Task prompt =>
Please report every line from the material that contains the word "あやめ池北通り".
◇ ◇ ◇ ◇
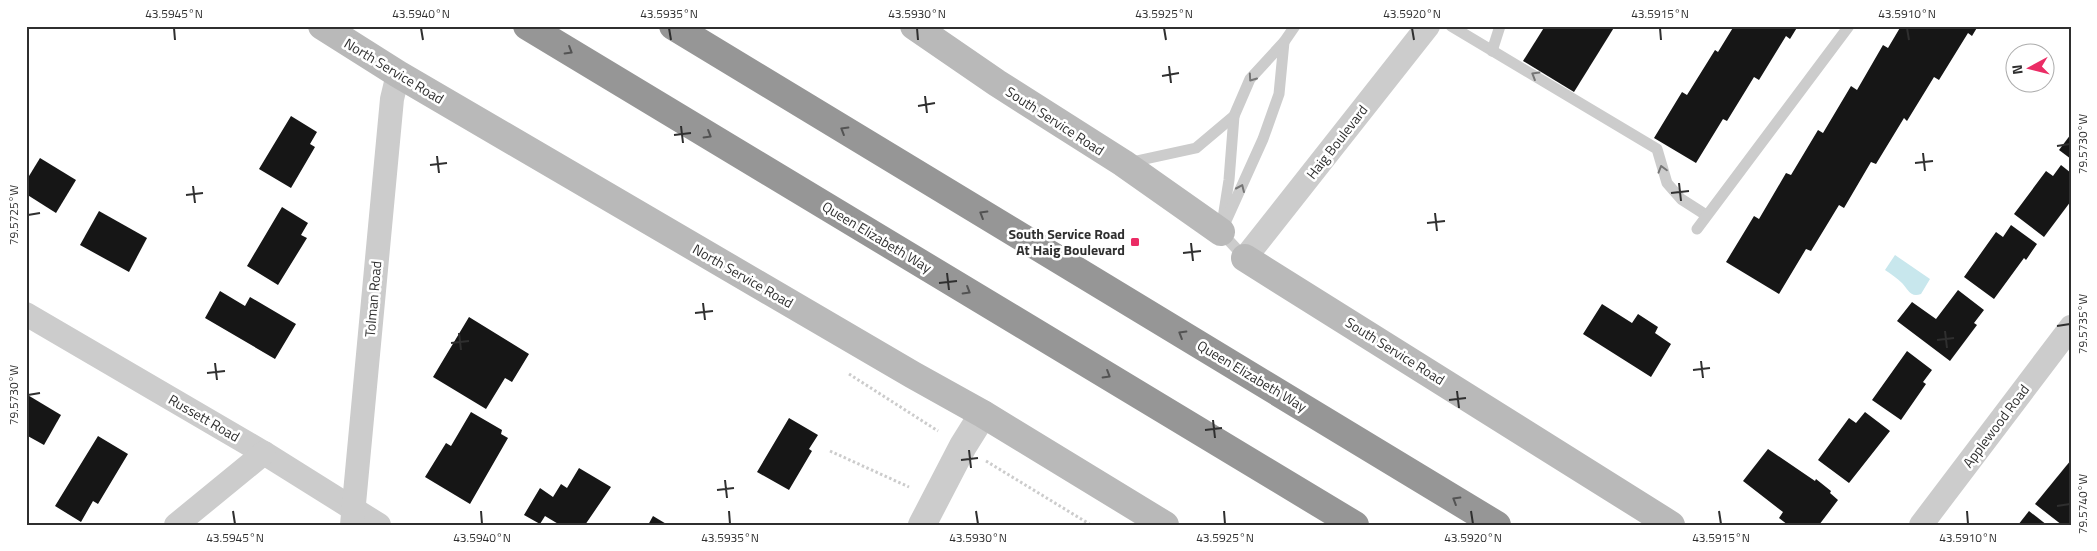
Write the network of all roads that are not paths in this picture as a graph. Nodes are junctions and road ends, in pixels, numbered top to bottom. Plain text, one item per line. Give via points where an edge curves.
1 (322, 26) edge
2 (527, 26) edge
3 (673, 26) edge
4 (914, 26) edge
5 (1295, 26) edge
6 (1428, 26) edge
7 (1451, 26) edge
8 (1500, 26) edge
9 (1849, 26) edge
10 (1284, 42) junction
11 (1492, 51) junction
12 (398, 74) junction
13 (1234, 116) junction
14 (1123, 164) junction
15 (1706, 215) junction
16 (1697, 229) dead end
17 (1221, 232) junction
18 (1245, 258) junction
19 (26, 314) edge
20 (2071, 327) edge
21 (984, 414) junction
22 (264, 453) junction
23 (352, 517) edge
24 (1158, 523) edge
25 (176, 525) edge
26 (379, 525) edge
27 (922, 525) edge
28 (1355, 525) edge
29 (1497, 525) edge
30 (1671, 525) edge
31 (1921, 525) edge

1 - 12 main road, North Service Road
2 -> 28 highway, Queen Elizabeth Way
29 -> 3 highway, Queen Elizabeth Way
4 - 14 main road, South Service Road
5 - 10 lane
6 - 18 street, Haig Boulevard
7 - 11 lane
8 - 11 lane
9 - 15 lane
10 -> 13 lane via 1250,79
17 -> 10 lane via 1263,140 1279,94
15 -> 11 lane via 1681,199 1666,184 1657,149
12 - 21 main road, North Service Road
12 - 23 street, Tolman Road via 392,99
13 - 14 lane via 1196,148
13 - 17 lane
14 - 17 main road, South Service Road
15 - 16 lane
17 - 18 lane
18 - 30 main road, South Service Road
19 - 22 street, Russett Road
20 - 31 street, Applewood Road
21 - 24 main road, North Service Road
21 - 27 street via 963,446
22 - 23 street, Russett Road
22 - 25 street
23 - 26 street, Russett Road

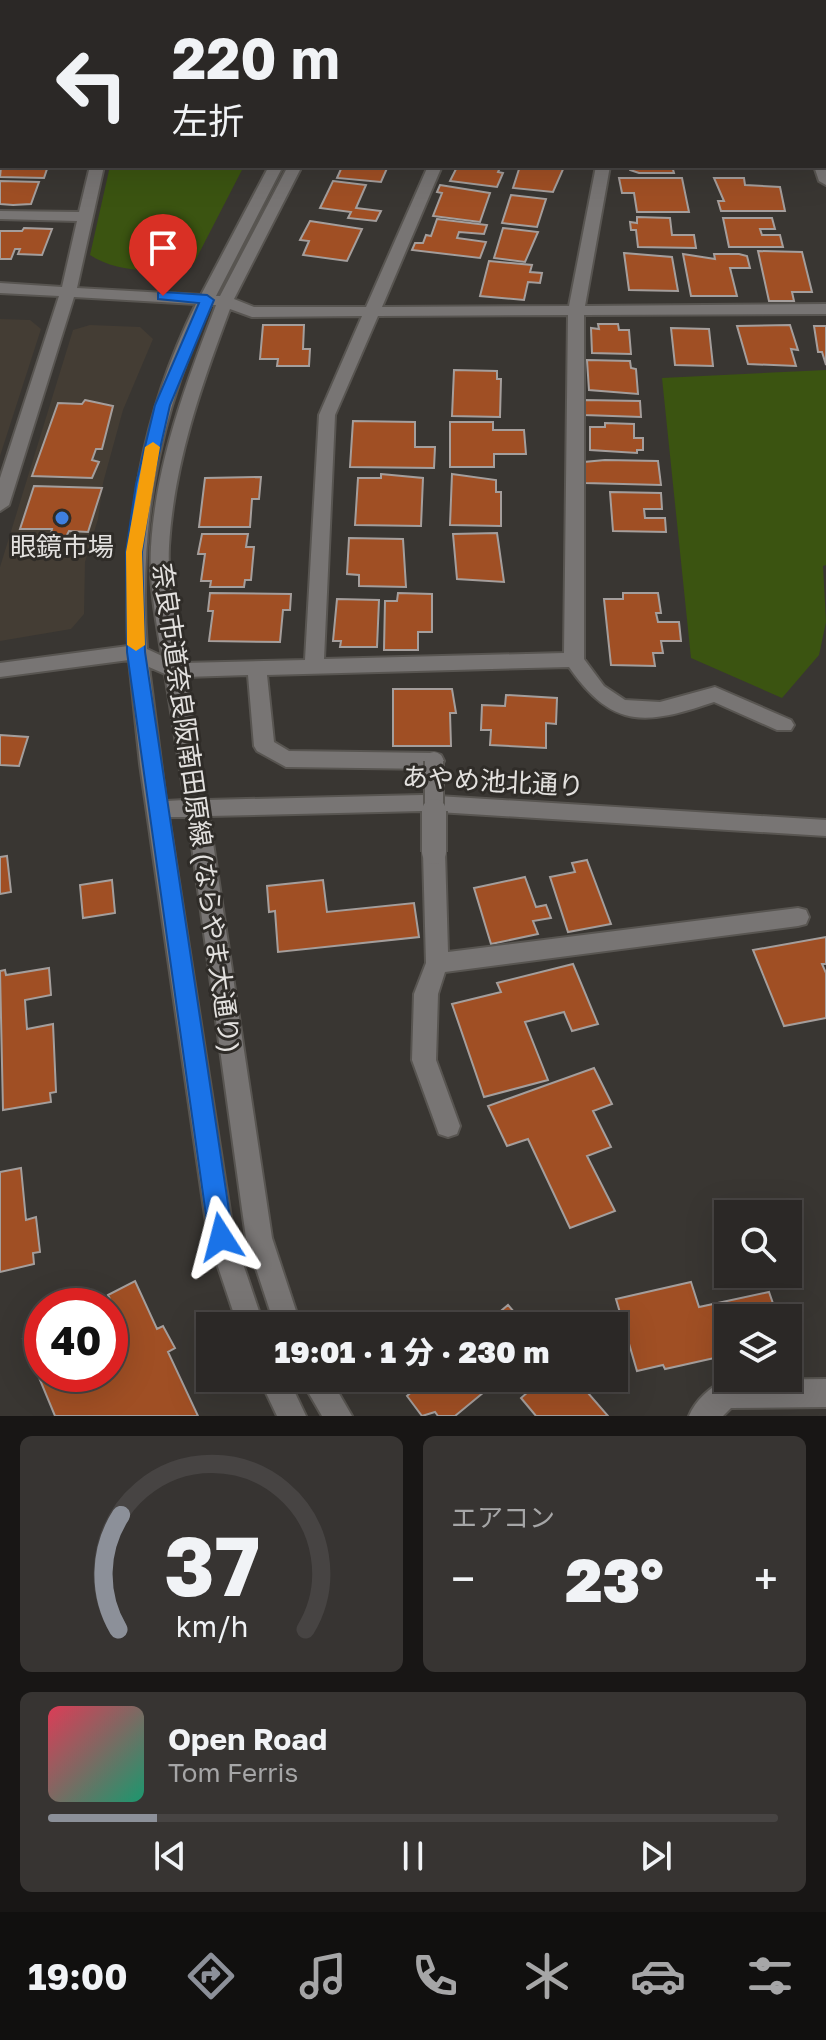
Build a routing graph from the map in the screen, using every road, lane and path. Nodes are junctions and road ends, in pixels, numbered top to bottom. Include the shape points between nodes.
1 (97, 168) edge
2 (275, 168) edge
3 (294, 168) edge
4 (434, 168) edge
5 (603, 168) edge
6 (0, 215) edge
7 (86, 217) junction
8 (0, 288) edge
9 (69, 289) junction
10 (216, 300) junction
11 (826, 309) edge
12 (576, 311) junction
13 (371, 313) junction
14 (0, 505) edge
15 (136, 652) junction
16 (574, 660) junction
17 (257, 668) junction
18 (314, 668) junction
19 (0, 670) edge
20 (173, 670) junction
21 (784, 725) dead end
22 (197, 808) junction
23 (157, 809) junction
24 (826, 828) edge
25 (798, 917) dead end
26 (437, 963) junction
27 (448, 1126) dead end
28 (246, 1312) edge
29 (283, 1312) edge
30 (280, 1392) edge
31 (323, 1392) edge
32 (826, 1393) edge
33 (292, 1416) edge
34 (338, 1416) edge
35 (703, 1416) edge

1 - 7 street
2 - 10 street
3 - 10 street, 奈良市道奈良阪南田原線 (ならやま大通り)
4 - 13 street
5 - 12 street
6 - 7 street
7 - 9 street
8 - 9 street
9 - 10 street
9 - 14 street
10 - 13 street via 252,312
10 - 15 street via 163,405 144,484 134,552
10 - 20 street, 奈良市道奈良阪南田原線 (ならやま大通り) via 168,473 160,549
11 - 12 street
12 - 13 street
12 - 16 street
13 - 18 street via 327,415
15 - 19 street
15 - 20 street
15 - 23 street
16 - 18 street
16 - 21 street via 604,699 640,713 715,694
17 - 18 street
17 - 20 street
17 - 26 street, bridge via 264,746 286,759 434,761
20 - 22 street, 奈良市道奈良阪南田原線 (ならやま大通り)
22 - 23 street, あやめ池北通り
22 - 24 street, あやめ池北通り via 422,803
22 - 29 street, 奈良市道奈良阪南田原線 (ならやま大通り) via 259,1238
23 - 28 street via 221,1237
25 - 26 street
26 - 27 street via 426,994 424,1060
30 - 33 street
31 - 34 street
32 - 35 street via 725,1394

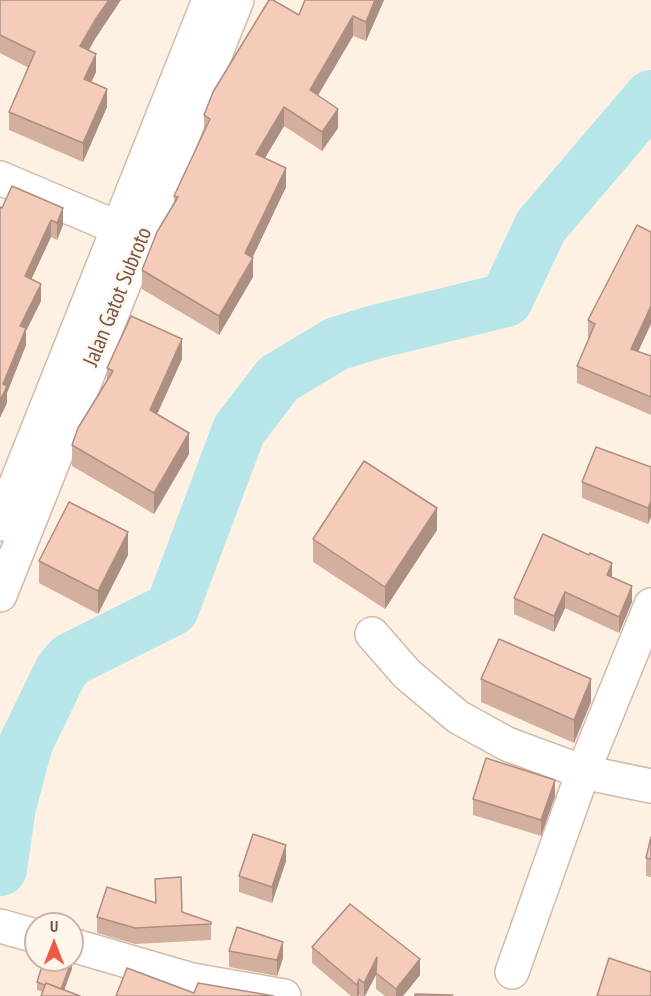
◇ ◇ ◇ ◇
Output of the exercise =>
22 - 23 street, あやめ池北通り
22 - 24 street, あやめ池北通り via 422,803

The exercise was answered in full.